Joint mean and covariance estimation with unreplicated matrix-variate data Michael Hornstein, Roger Fan, Kerby Shedden, Shuheng Zhou (2018). Joint mean and covariance estimation with unreplicated matrix-variate data. Journal of the American Statistical Association

Examples

# Define sample sizes
n1 <- 10
n2 <- 10
n <- n1 + n2
m <- 2e3
# Column covariance matrix (autoregressive of order 1)
A <- outer(1:n, 1:n, function(x, y) 0.2^abs(x - y))
# Row covariance matrix (autoregressive of order 1)
B <- outer(1:n, 1:n, function(x, y) 0.8^abs(x - y))
# Calculate theoretically guided Gemini penalty.
rowpen <- theoryRowpenUpperBound(A, B, n1, n2)
print(rowpen)

Penalty Parameter for Covariance Estimation Based on Theory

Description

This function returns a theoretically-guided choice of the glasso penalty parameter, treating the column correlation matrix as the identity.

Usage

theoryRowpenUpperBoundDiagA(B, n1, n2, m)

Arguments

B

row covariance matrix.

n1

sample size of group one.

n2

sample size of group two.

m

number of columns of the data matrix (where the data matrix is of size n by m, with n = n1 + n2).

Value

Returns a theoretically guided choice of the glasso penalty parameter.

References

Examples

# Define sample sizes
n1 <- 10
n2 <- 10
n <- n1 + n2
m <- 2e3
# Row covariance matrix (autoregressive of order 1)
B <- outer(1:n, 1:n, function(x, y) 0.8^abs(x - y))
# Calculate theoretically guided Gemini penalty.
rowpen <- theoryRowpenUpperBoundDiagA(B, n1, n2, m)
print(rowpen)

Design Matrix for Two-Group Mean Estimation

Description

This function returns the design matrix for two-group mean estimation.
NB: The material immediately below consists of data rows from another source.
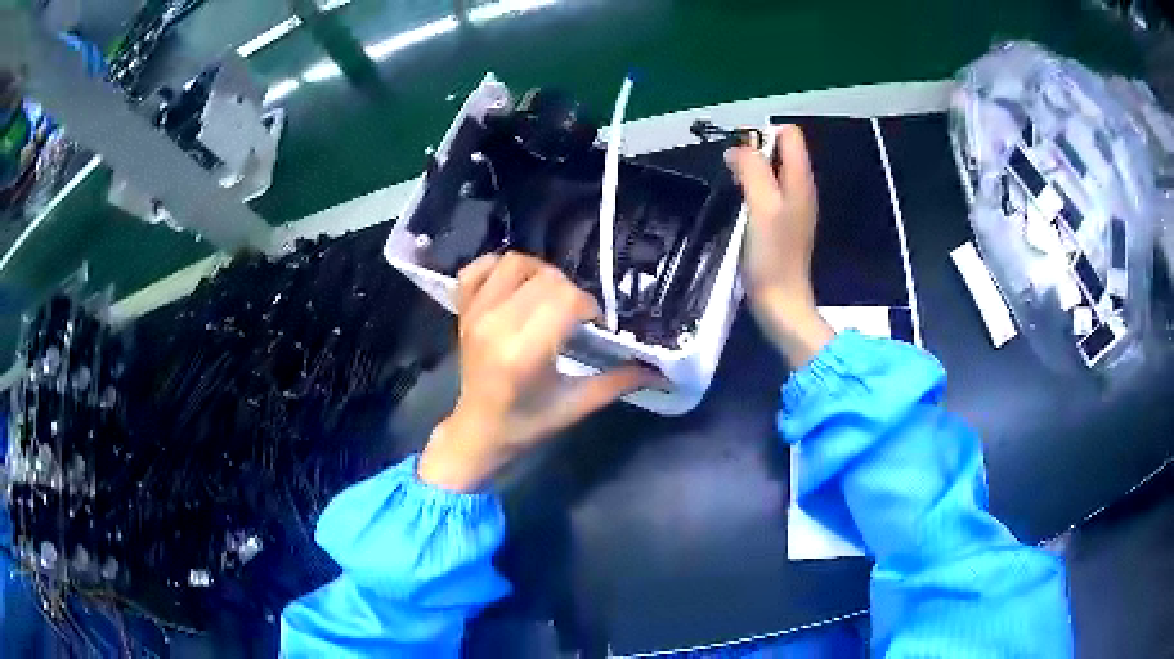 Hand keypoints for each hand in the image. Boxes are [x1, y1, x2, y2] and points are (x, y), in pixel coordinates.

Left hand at [418, 253, 651, 491]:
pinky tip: (516, 284)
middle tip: (576, 316)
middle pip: (546, 278)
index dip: (590, 307)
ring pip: (515, 263)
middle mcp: (496, 324)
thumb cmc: (526, 423)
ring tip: (549, 296)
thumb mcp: (574, 406)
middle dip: (571, 292)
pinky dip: (499, 267)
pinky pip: (478, 267)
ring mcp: (475, 313)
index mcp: (524, 352)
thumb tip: (657, 370)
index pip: (566, 300)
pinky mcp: (464, 309)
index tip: (595, 326)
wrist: (477, 431)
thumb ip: (616, 383)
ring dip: (540, 273)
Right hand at [727, 125, 833, 366]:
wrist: (780, 302)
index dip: (763, 134)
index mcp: (800, 180)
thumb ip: (752, 170)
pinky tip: (742, 209)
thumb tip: (737, 149)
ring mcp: (792, 207)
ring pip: (772, 172)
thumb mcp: (761, 206)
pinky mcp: (782, 224)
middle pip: (780, 151)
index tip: (741, 154)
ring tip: (735, 189)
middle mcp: (800, 189)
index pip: (790, 134)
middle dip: (754, 152)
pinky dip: (753, 192)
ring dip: (751, 172)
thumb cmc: (772, 256)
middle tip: (733, 173)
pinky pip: (768, 192) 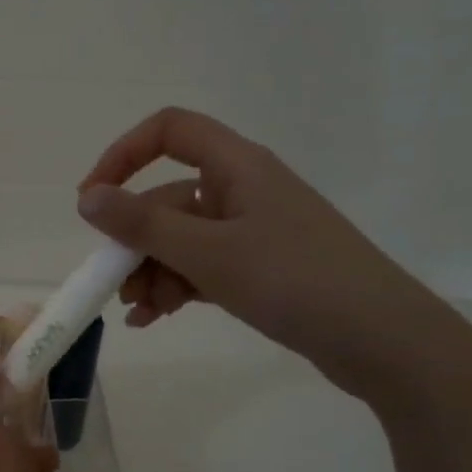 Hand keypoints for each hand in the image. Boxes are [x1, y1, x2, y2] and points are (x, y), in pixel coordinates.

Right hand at [77, 106, 471, 404]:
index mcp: (237, 166)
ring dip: (152, 271)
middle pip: (168, 197)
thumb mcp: (208, 253)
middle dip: (134, 240)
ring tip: (139, 313)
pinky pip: (202, 266)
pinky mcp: (260, 267)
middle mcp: (243, 189)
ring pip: (181, 238)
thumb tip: (87, 198)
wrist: (384, 341)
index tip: (92, 199)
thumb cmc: (295, 281)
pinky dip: (176, 287)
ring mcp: (252, 230)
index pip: (169, 131)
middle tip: (113, 283)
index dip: (123, 155)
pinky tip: (156, 318)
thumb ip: (142, 224) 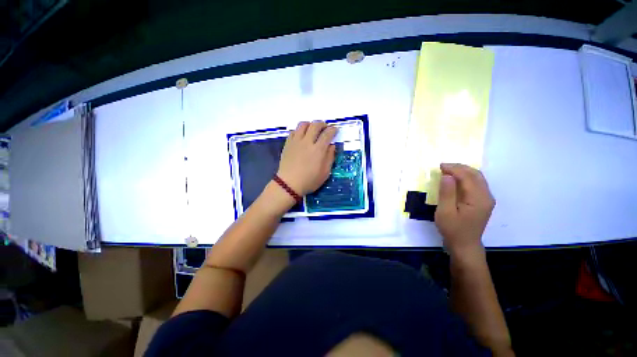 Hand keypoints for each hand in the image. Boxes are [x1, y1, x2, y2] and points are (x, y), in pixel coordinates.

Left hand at [277, 121, 336, 195]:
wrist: (289, 184)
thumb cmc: (309, 181)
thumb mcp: (325, 173)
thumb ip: (330, 158)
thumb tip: (332, 146)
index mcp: (318, 150)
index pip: (327, 134)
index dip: (333, 130)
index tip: (335, 130)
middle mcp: (307, 142)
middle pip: (315, 125)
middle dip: (322, 124)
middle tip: (325, 128)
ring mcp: (296, 142)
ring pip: (303, 124)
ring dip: (310, 124)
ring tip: (312, 130)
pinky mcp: (288, 144)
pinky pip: (293, 131)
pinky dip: (299, 130)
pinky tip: (301, 136)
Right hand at [435, 163, 494, 258]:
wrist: (465, 245)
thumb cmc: (453, 229)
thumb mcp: (445, 212)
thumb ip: (447, 193)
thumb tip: (447, 176)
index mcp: (478, 199)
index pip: (468, 177)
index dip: (454, 169)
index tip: (440, 166)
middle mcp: (487, 196)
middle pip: (476, 175)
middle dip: (459, 167)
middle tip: (443, 166)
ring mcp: (486, 199)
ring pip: (477, 178)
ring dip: (463, 171)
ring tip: (447, 170)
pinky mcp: (483, 201)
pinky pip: (476, 184)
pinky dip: (466, 177)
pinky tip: (456, 179) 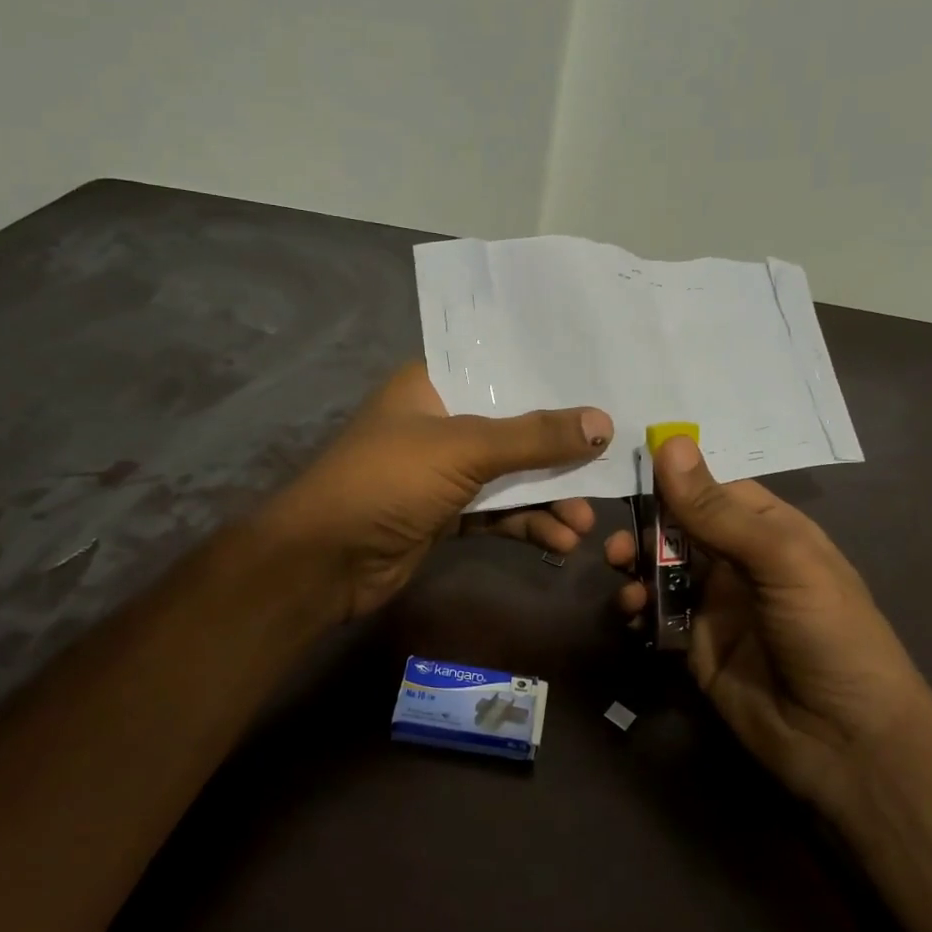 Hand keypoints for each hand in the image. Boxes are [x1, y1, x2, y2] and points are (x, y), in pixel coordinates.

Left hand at [264, 362, 612, 621]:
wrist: (324, 561)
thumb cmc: (388, 480)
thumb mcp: (464, 449)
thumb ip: (534, 436)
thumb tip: (603, 422)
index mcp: (432, 385)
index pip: (501, 369)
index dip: (550, 378)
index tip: (601, 385)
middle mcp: (439, 423)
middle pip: (514, 427)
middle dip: (560, 453)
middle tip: (607, 466)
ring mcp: (441, 472)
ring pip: (509, 477)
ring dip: (548, 498)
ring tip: (585, 523)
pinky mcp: (445, 515)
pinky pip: (497, 513)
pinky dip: (527, 524)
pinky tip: (559, 540)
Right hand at [603, 436, 928, 808]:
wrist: (846, 743)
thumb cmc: (828, 635)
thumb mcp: (780, 561)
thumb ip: (718, 510)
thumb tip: (669, 443)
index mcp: (771, 531)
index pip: (713, 489)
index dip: (673, 480)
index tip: (627, 473)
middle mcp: (740, 562)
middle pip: (679, 527)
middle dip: (645, 528)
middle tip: (619, 545)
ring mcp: (716, 605)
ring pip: (661, 569)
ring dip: (635, 566)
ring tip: (621, 576)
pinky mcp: (695, 646)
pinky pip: (656, 614)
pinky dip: (637, 607)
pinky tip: (632, 612) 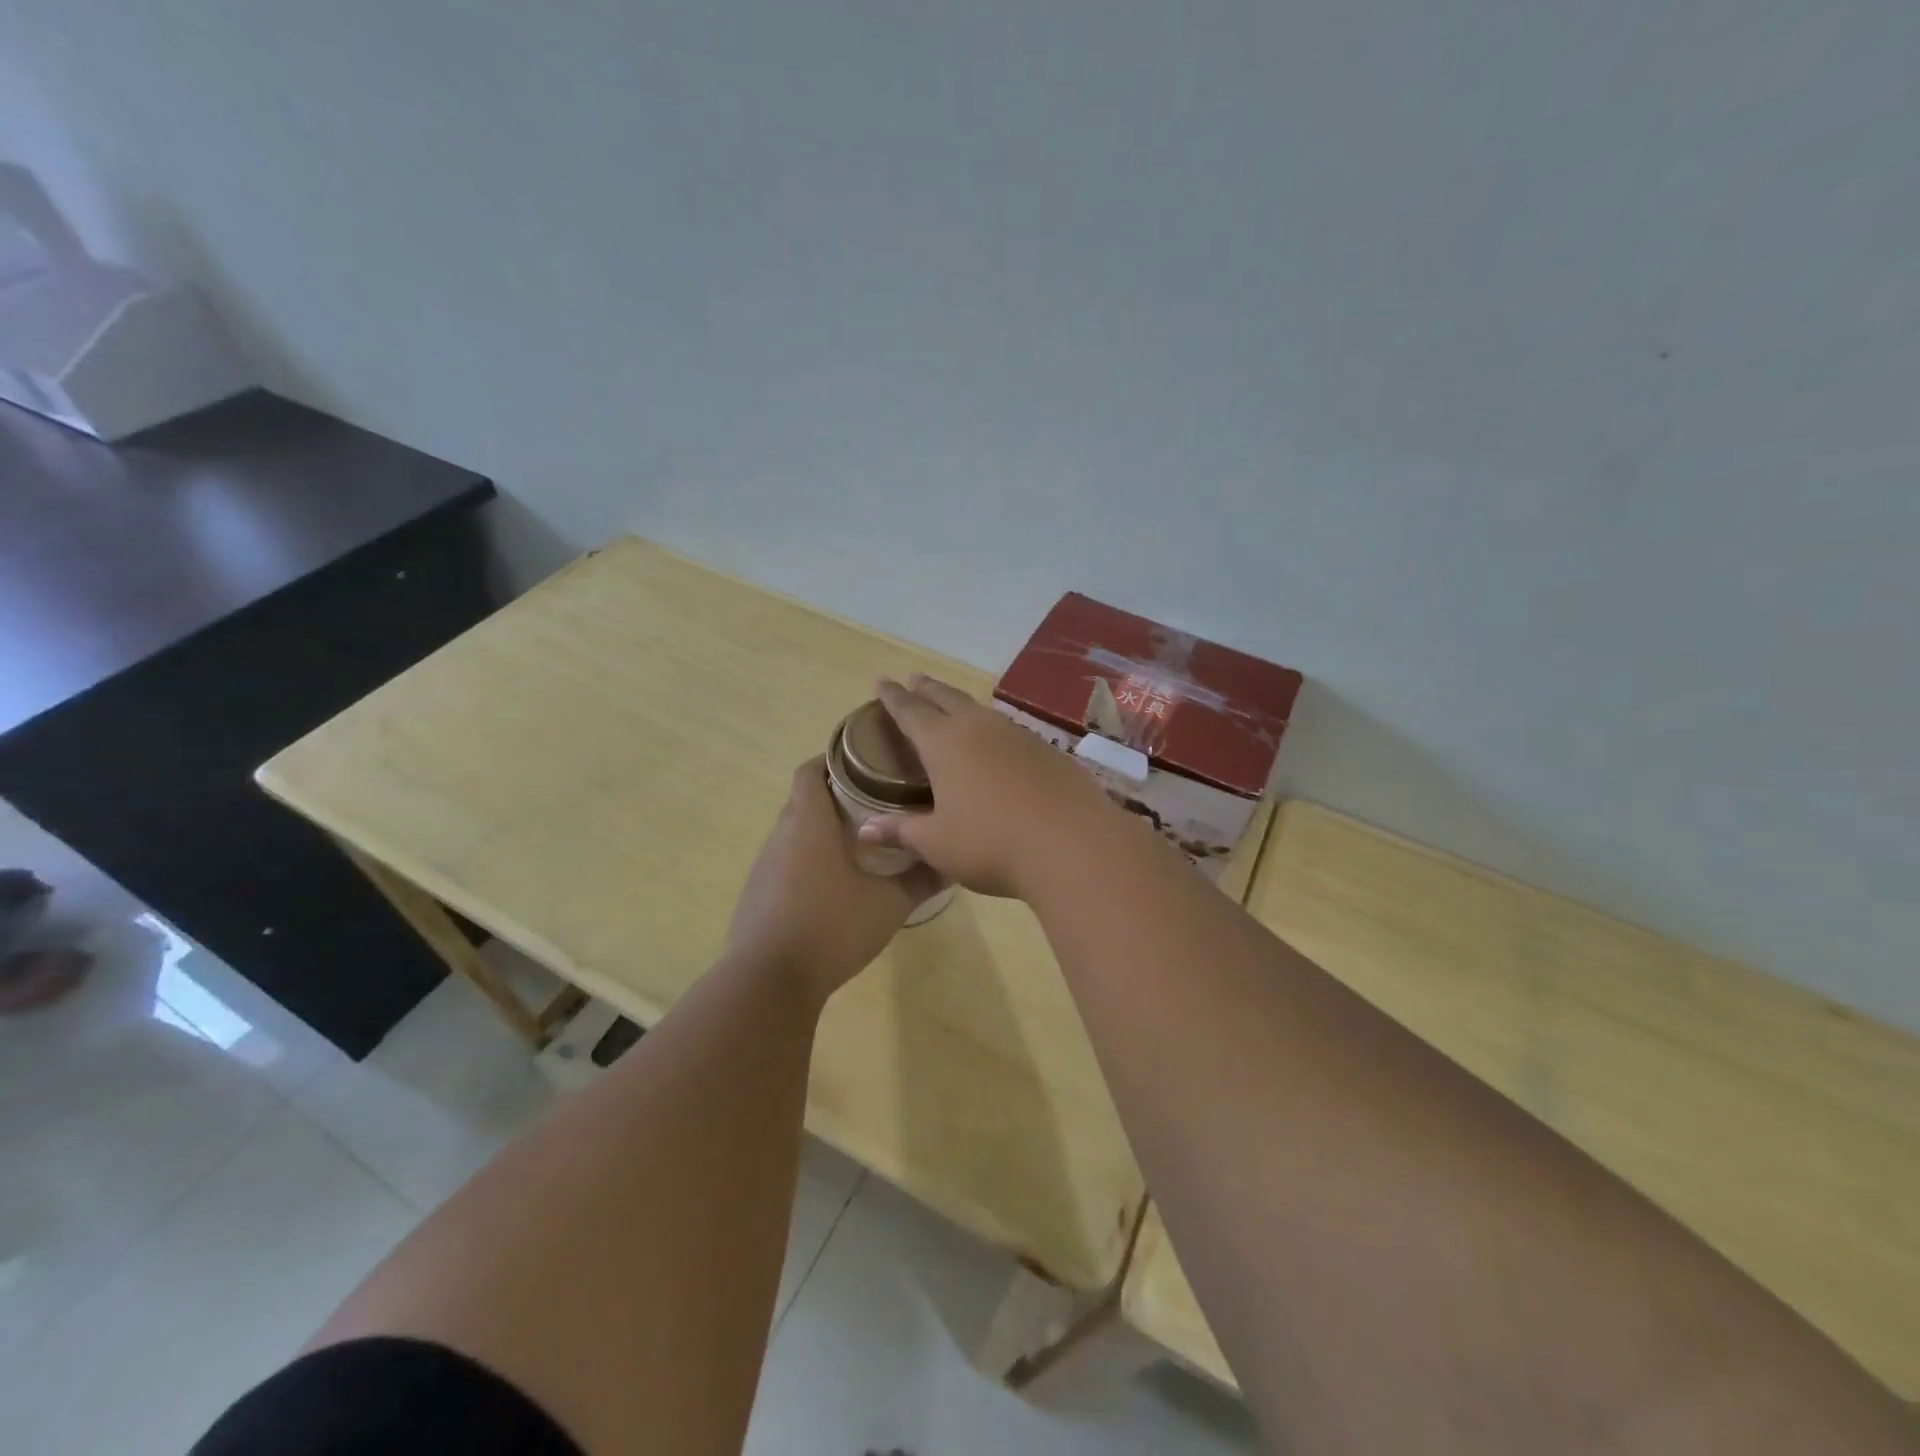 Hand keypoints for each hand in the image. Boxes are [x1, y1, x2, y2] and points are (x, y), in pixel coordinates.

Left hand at [728, 757, 939, 1001]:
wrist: (769, 982)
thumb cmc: (832, 928)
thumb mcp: (888, 905)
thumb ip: (920, 880)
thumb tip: (951, 862)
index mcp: (809, 824)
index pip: (810, 771)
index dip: (832, 758)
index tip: (864, 760)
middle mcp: (781, 836)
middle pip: (804, 800)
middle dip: (835, 795)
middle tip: (874, 801)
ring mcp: (764, 867)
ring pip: (794, 833)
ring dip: (820, 831)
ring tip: (858, 842)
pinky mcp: (756, 895)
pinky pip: (784, 863)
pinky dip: (806, 861)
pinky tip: (831, 886)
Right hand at [858, 675, 1119, 897]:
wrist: (1072, 844)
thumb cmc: (991, 843)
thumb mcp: (937, 843)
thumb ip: (901, 832)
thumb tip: (865, 829)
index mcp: (945, 743)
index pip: (910, 711)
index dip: (892, 697)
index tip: (881, 681)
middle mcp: (980, 728)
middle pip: (947, 698)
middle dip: (927, 689)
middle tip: (914, 679)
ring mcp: (1018, 735)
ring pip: (982, 711)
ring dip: (961, 705)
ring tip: (953, 706)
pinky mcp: (1048, 750)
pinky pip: (1010, 730)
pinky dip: (993, 729)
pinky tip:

The first column contains indicators for membership in the first group, and the second column contains indicators for memebership in the second group.

Usage

twoGroupDesignMatrix(group.one.indices, group.two.indices)

Arguments

group.one.indices

indices of observations in group one.

group.two.indices

indices of observations in group two.

Details

Example

D <- twoGroupDesignMatrix(1:2, 3:5)
# print(D) displays the following:
     [,1] [,2]
[1,]    1    0
[2,]    1    0
[3,]    0    1
[4,]    0    1
[5,]    0    1

Value

Returns a design matrix of size n by 2, where n is the sample size.